As a side, personal note, I acquired this posture not because I am naturally flexible, but rather because I practiced this posture with my teacher on a daily basis for several years before obtaining the full pose.  To this day, Hanumanasana continues to be an essential part of my morning Yoga practice.  If you are discouraged because you feel you have been doomed to be inflexible, please know that when I took my first Yoga class at the age of 19, I could not even touch my toes; and although I tried many times as a kid, I never once came into a full split until I was about 26.  So if you are determined to conquer this posture, practice daily with a knowledgeable teacher, use awareness, invite patience and I guarantee you will notice great strides and improvement overtime.

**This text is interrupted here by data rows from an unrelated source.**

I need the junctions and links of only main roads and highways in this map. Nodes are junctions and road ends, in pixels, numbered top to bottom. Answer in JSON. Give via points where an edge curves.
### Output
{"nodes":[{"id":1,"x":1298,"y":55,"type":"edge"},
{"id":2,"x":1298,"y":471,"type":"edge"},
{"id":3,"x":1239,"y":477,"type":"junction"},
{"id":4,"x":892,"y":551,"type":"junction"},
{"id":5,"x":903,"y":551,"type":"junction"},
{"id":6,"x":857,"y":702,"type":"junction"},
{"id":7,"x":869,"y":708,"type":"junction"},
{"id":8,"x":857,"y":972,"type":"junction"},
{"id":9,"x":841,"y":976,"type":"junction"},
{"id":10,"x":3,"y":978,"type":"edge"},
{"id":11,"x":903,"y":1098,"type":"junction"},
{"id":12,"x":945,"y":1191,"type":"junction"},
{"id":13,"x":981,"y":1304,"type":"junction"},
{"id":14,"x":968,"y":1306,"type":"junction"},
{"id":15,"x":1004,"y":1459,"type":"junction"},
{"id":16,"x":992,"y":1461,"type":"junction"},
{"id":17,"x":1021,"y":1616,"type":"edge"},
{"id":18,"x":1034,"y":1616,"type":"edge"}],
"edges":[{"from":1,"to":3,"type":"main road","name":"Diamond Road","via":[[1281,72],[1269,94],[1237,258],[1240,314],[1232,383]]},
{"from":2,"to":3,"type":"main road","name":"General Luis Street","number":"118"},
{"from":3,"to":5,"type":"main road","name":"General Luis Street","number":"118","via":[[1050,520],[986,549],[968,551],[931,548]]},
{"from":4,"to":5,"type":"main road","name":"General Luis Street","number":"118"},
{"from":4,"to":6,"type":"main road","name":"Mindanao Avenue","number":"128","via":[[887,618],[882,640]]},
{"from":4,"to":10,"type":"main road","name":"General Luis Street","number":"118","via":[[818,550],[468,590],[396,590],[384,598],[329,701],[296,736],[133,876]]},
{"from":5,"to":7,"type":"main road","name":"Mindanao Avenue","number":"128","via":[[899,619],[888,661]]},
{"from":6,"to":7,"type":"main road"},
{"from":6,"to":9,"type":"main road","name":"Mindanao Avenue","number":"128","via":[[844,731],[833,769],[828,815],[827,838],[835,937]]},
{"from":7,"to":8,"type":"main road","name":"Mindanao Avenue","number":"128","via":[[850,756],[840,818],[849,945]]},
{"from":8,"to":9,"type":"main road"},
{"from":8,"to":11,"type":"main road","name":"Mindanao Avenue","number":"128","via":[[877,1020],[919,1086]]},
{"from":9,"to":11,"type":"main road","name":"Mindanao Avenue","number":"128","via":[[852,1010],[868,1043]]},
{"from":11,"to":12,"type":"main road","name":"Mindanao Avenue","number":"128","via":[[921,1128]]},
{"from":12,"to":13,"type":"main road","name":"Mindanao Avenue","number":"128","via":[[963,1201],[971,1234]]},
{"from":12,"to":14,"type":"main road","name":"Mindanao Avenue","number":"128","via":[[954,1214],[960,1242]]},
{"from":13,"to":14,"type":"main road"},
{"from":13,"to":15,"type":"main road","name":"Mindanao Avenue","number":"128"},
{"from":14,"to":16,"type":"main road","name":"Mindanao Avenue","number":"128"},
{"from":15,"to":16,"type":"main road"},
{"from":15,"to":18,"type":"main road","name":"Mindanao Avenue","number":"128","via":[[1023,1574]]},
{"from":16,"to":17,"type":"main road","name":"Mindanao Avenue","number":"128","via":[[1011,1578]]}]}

  • Doshic Qualities: Vata ↓,Pitta =, Kapha =
  • Best Season for Practice: Beneficial in all seasons, especially Fall and early Winter
  • Elemental Component:  Grounds Air and Space, promotes and nourishes Earth and Water
  • Main Areas of Healing in the Body: Pelvic region, hips, legs (especially outer thighs and hamstrings), lower back, shoulders
  • Main Organs and Systems: Colon and reproductive organs

Health Benefits of Hanumanasana:

  • Promotes grounding and stability
  • Reduces Vata imbalance
  • Relieves gas, bloating and constipation
  • Releases emotions and tension being held in the hips, legs and pelvic region
  • Beneficial in sciatica, although should be eased into the posture with caution!
  • Nourishes reproductive organs
  • Opens and relaxes the shoulders
  • Awakens Muladhara Cakra (root chakra)
  • Increases flexibility in the leg muscles
  • Tones the legs
  • Beneficial posture for runners
  • Promotes courage, strength and devotion
  • Hamstring or groin injury
  • Lower back pain (perform with caution)
Preliminary postures to open the hips and hamstrings:
Ardha Bujanga (low lunge)

Ardha Bujanga (half cobra; low lunge)

Ardha Hanumanasana, hamstring stretch

Ardha (half) Hanumanasana

kapotasana (pigeon pose)

Kapotasana (pigeon pose)


Kapotasana (pigeon pose), folded forward

Kapotasana (pigeon pose), folded forward


Hanumanasana, full posture

Step-by-Step Instructions for Hanumanasana:

  1. Kneel on the floor with both knees.
  2. Place the palms to the floor on each respective side of the body.
  3. Begin to stretch the left leg to the front and the right leg to the back, keeping full support with the hands.  This can be done on an exhale.
  4. The front, left foot is pointed straight, while the back, right foot lies on the arch, toes pointed to the right.  This is one version of this pose.  For an alternate version, the front foot stays the same, but the back foot rests on the dorsal (top) surface of the foot, toes pointed straight back.
  5. Take note of the shoulders and release any tension or constriction in this area.  The shoulders are distally related to the hips, and therefore releasing tension in the shoulders is essential for opening the hips.
  6. Slowly continue to straighten the legs as the pelvic area sinks to the floor.  Once again the hands are being used to support most of the weight as you ease cautiously into the posture.
  7. Once the legs are fully straight and the pelvis sits on the floor, the hands can rest on the finger tips beside the body; or alternatively the palms can be placed together at heart center.  The weight is completely on the legs and the pelvic region in the full pose.
  8. Stay in this position for 10 slow and steady breaths through the nose.
  9. Once you are ready, place the palms flat to the floor, lift the hips and switch the legs so the right leg is in front and the left leg back.  Stay in for 10 steady breaths.
  10. If the full pose is not happening to begin, make sure to practice this posture daily, along with similar postures to open up the hips, hamstrings, lower back and shoulders (see some options above).
  11. Use props if needed, as you train the body to open up to the posture.